Любой вопрос о поэзии включает ее вопрошание о самой себе. И это есть ее основная чистейшая стратегия: действие включения вопрошания в горизонты, которыми она же и является. Постольку, поскольку поэзия состоит не из слов, в ней нет слов, ее дискурс сравним разве что со сквозняком, со сквозным пролетом каждого слова сквозь каждое. Высказывание (то есть, то, что улавливается и оседает в структурах знания, и что в итоге дает возможность о ней говорить даже сейчас) образует лишь карту направлений, подобно "образу", медленно выгорающему на сетчатке логики. И который воображение в силу своей, той или иной, предрасположенности успевает наделить значимостью. Перфорация памяти. Но что не существенно для сознания, подобно росе выступающего на коре вещей и испаряющегося вместе с вещами. Скорость чего сравнима только со смехом, и что не означает вовсе каких-то конвульсий, мышечных спазм и характерного звука.
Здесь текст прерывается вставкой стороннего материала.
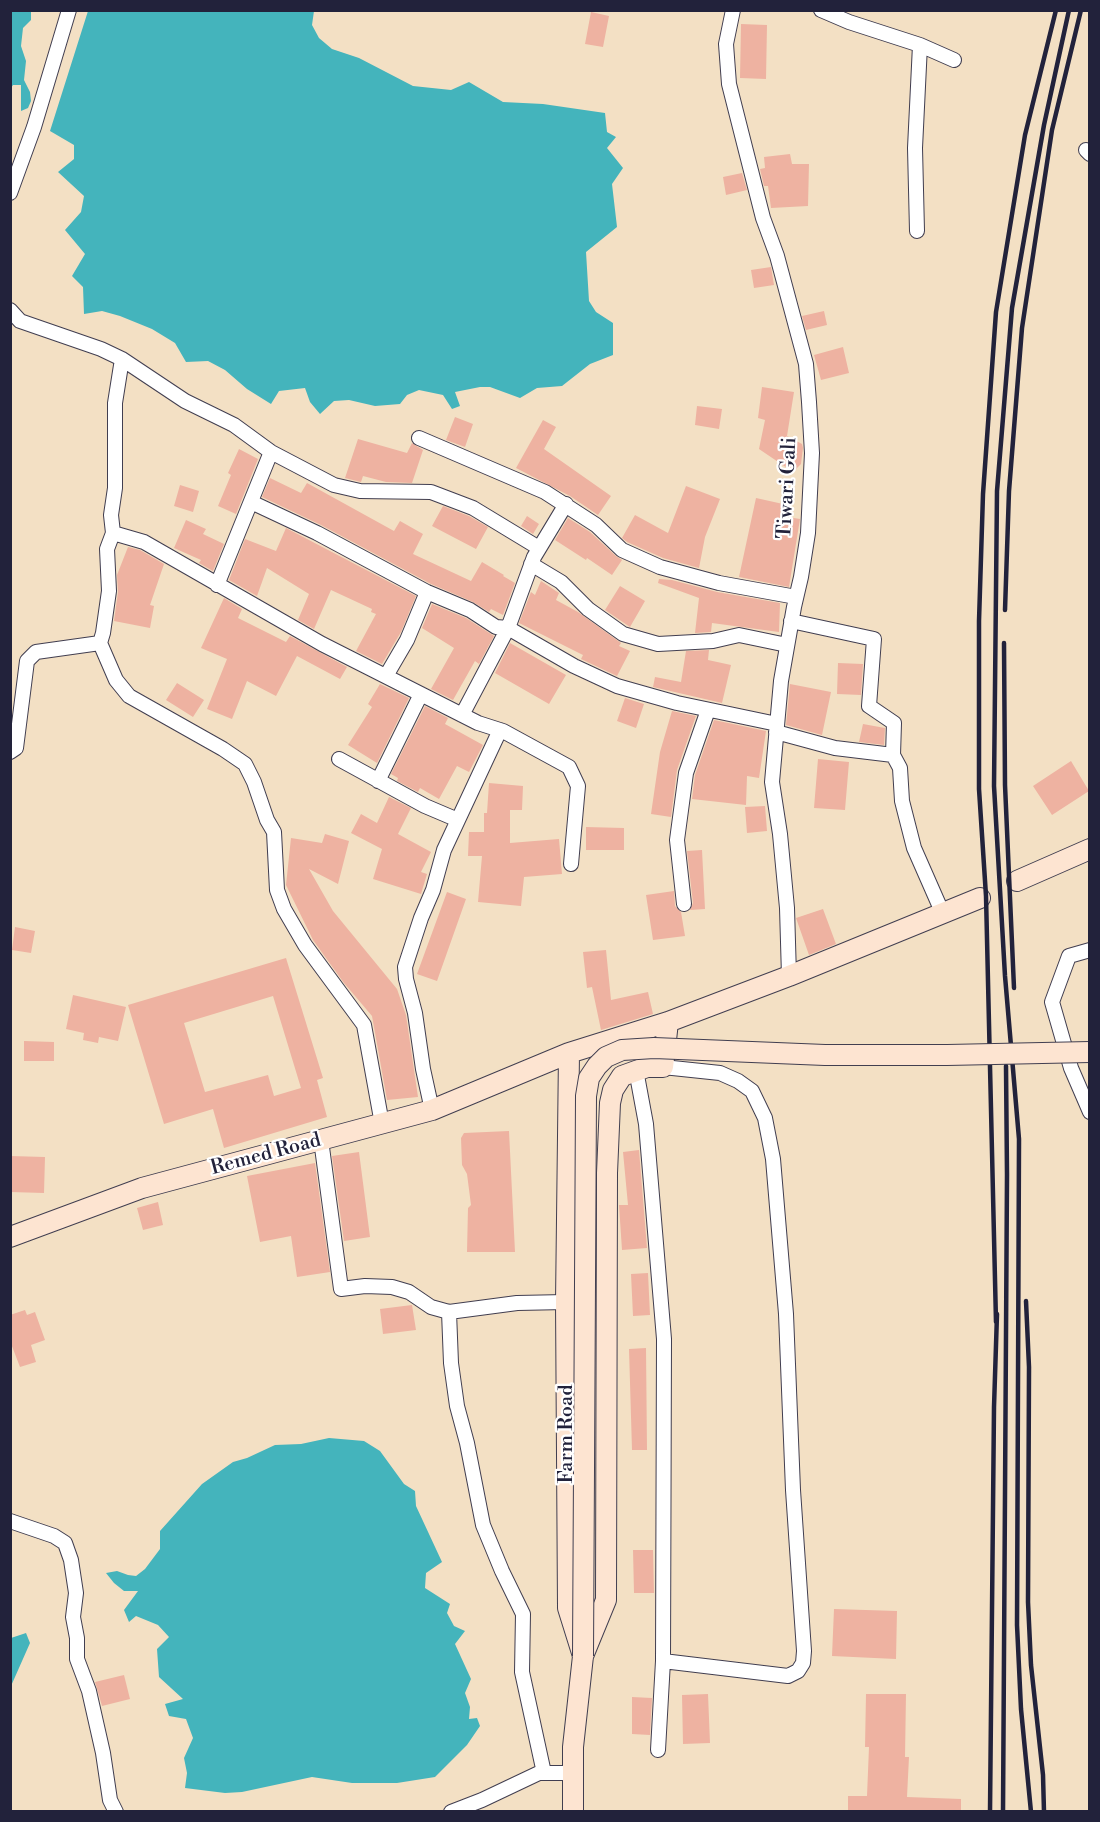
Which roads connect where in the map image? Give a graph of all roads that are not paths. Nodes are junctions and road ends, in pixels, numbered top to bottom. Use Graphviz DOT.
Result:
graph roads {
  1 [pos="69,10"];
  2 [pos="733,10"];
  3 [pos="821,10"];
  4 [pos="920,45"];
  5 [pos="954,60"];
  6 [pos="10,193"];
  7 [pos="917,231"];
  8 [pos="10,310"];
  9 [pos="122,359"];
  10 [pos="419,438"];
  11 [pos="272,452"];
  12 [pos="251,501"];
  13 [pos="566,504"];
  14 [pos="113,533"];
  15 [pos="539,548"];
  16 [pos="531,564"];
  17 [pos="217,585"];
  18 [pos="427,592"];
  19 [pos="796,597"];
  20 [pos="791,621"];
  21 [pos="508,628"];
  22 [pos="100,643"];
  23 [pos="787,645"];
  24 [pos="386,676"];
  25 [pos="422,694"];
  26 [pos="708,710"];
  27 [pos="462,715"];
  28 [pos="776,728"];
  29 [pos="500,730"];
  30 [pos="10,752"];
  31 [pos="893,755"];
  32 [pos="339,759"];
  33 [pos="378,781"];
  34 [pos="458,820"];
  35 [pos="1089,849"];
  36 [pos="571,864"];
  37 [pos="1017,881"];
  38 [pos="980,898"];
  39 [pos="684,904"];
  40 [pos="943,914"];
  41 [pos="1089,950"];
  42 [pos="789,976"];
  43 [pos="668,1023"];
  44 [pos="1089,1052"];
  45 [pos="569,1053"];
  46 [pos="663,1067"];
  47 [pos="636,1070"];
  48 [pos="432,1110"];
  49 [pos="1089,1112"];
  50 [pos="382,1124"];
  51 [pos="321,1140"];
  52 [pos="10,1237"];
  53 [pos="566,1302"];
  54 [pos="449,1312"];
  55 [pos="10,1521"];
  56 [pos="583,1656"];
  57 [pos="663,1661"];
  58 [pos="658,1750"];
  59 [pos="544,1773"];
  60 [pos="573,1773"];
  61 [pos="116,1812"];
  62 [pos="451,1812"];
  63 [pos="573,1812"];
  1 -- 6 [label="street"];
  2 -- 19 [label="street, Tiwari Gali"];
  3 -- 4 [label="street"];
  4 -- 5 [label="street"];
  4 -- 7 [label="street"];
  8 -- 9 [label="street"];
  9 -- 11 [label="street"];
  9 -- 14 [label="street"];
  10 -- 13 [label="street"];
  11 -- 12 [label="street"];
  11 -- 15 [label="street"];
  12 -- 17 [label="street"];
  12 -- 18 [label="street"];
  13 -- 15 [label="street"];
  13 -- 19 [label="street"];
  14 -- 17 [label="street"];
  14 -- 22 [label="street"];
  15 -- 16 [label="street"];
  16 -- 21 [label="street"];
  16 -- 23 [label="street"];
  17 -- 24 [label="street"];
  18 -- 21 [label="street"];
  18 -- 24 [label="street"];
  19 -- 20 [label="street, Tiwari Gali"];
  20 -- 23 [label="street, Tiwari Gali"];
  20 -- 31 [label="street"];
  21 -- 26 [label="street"];
  21 -- 27 [label="street"];
  22 -- 30 [label="street"];
  22 -- 50 [label="street"];
  23 -- 28 [label="street, Tiwari Gali"];
  24 -- 25 [label="street"];
  25 -- 27 [label="street"];
  25 -- 33 [label="street"];
  26 -- 28 [label="street"];
  26 -- 39 [label="street"];
  27 -- 29 [label="street"];
  28 -- 31 [label="street"];
  28 -- 42 [label="street, Tiwari Gali"];
  29 -- 34 [label="street"];
  29 -- 36 [label="street"];
  31 -- 40 [label="street"];
  32 -- 33 [label="street"];
  33 -- 34 [label="street"];
  34 -- 48 [label="street"];
  35 -- 37 [label="street"];
  38 -- 40 [label="street, Remed Road"];
  40 -- 42 [label="street, Remed Road"];
  41 -- 49 [label="street"];
  42 -- 43 [label="street, Remed Road"];
  43 -- 45 [label="street, Remed Road"];
  43 -- 46 [label="street"];
  44 -- 56 [label="street, bridge"];
  45 -- 48 [label="street, Remed Road"];
  45 -- 53 [label="street, Farm Road"];
  46 -- 47 [label="street"];
  46 -- 57 [label="street"];
  47 -- 56 [label="street"];
  47 -- 57 [label="street"];
  48 -- 50 [label="street, Remed Road"];
  50 -- 51 [label="street, Remed Road"];
  51 -- 52 [label="street, Remed Road"];
  51 -- 54 [label="street"];
  53 -- 54 [label="street"];
  53 -- 56 [label="street, Farm Road"];
  54 -- 59 [label="street"];
  55 -- 61 [label="street"];
  56 -- 60 [label="street, Farm Road"];
  57 -- 58 [label="street"];
  59 -- 60 [label="street"];
  59 -- 62 [label="street"];
  60 -- 63 [label="street, Farm Road"];
}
Смех равен ребенку, вглядывающемуся в огонь и смутно осознающему: а) что огонь не отбрасывает тени, б) что отвернись он в сторону, и смутное, как гул, беспокойство вновь исполнит его, поскольку вместе с пламенем он утрачивает (и все чаще и чаще) в себе его сквозящую пустоту, возвращаясь в "рай детства", в преддверие зеркала, к языку, "состоящему из слов", к себе, лелеющему странствие-самоубийство, обреченному глядеть из себя, - Паноптикон мяса, костей, сухожилий, связанных в узел "восприятия" - на коже которого и в мозгу постепенно проявляется мушиный рой "я", этих безродных Эриний, чьи иглы день за днем будут пришивать его рассудок к слову-вещи-форме-смыслу, превращая неуклонно его в размалеванное яйцо куклы, хранящей в себе нескончаемое число таких же, со всей безупречностью повторяющих друг друга: такова бесконечность или Красота, "возвышающая дух" не в пример величественной поре пристальной дикости, когда, рассеянный пылью, идущей со всех сторон, уходящей во все стороны (и что тогда "направления" высказывания?), парил,
не зная ни границ во тьме, ни тьмы, чей свет не имеет тени.
Он мог сказать тогда, что любит траву, пробивающуюся сквозь асфальт, что хрустящие страницы сгорающих у керосиновой лампы журналов с изображениями нескончаемого разрушения (в голову приходит сравнение с вышедшей из-под контроля химической реакцией), пива, шелковых женских ног, тысячекратно увеличенных вирусов, напоминающих работы Филонова, автомобилей, голых тел в различных проекциях и связях, - и наскальная живопись, гниющий Ленинград, соринка, проплывающая с легкой слезливой резью по глазу - суть одно и то же. Его очаровывают почти неуследимые изменения цвета на стенах, и трудно оторвать глаза от коричневозеленоватой прохлады просторных и гулких объемов между домами, прозрачных, словно звук, рожденный слухом. Dear Nick, do you remember that sunny emptiness in Drezden? What had happened with us there? just only becouse of our fathers where colonels? O fascinating speed of an immobility.
Он мог бы сказать, что к его щеке прикасается нежность всегда отсутствующего мира, об отсутствии которого ему больше всего хотелось бы сказать, поскольку таинственное не-отражение порой не может оборвать даже пробуждение, не переходящее в бодрствование. Что же касается предварительного ознакомления с историческим материалом, то град, выпавший 2 мая 58 года и побивший цветущие яблони, кажется ему достаточно веским фактом последующего возвращения к теме (тени) Джезуальдо. Вышесказанное взято в качестве примера бесспорно романтического понимания речи. Однако не составляет труда превратить его в иную иллюстрацию иного положения, допустим, о поэзии как о неотъемлемой части идеологического процесса - идеи самоубийства, но, если Власть стремится... стать недрами вещей... Прекращение понимания.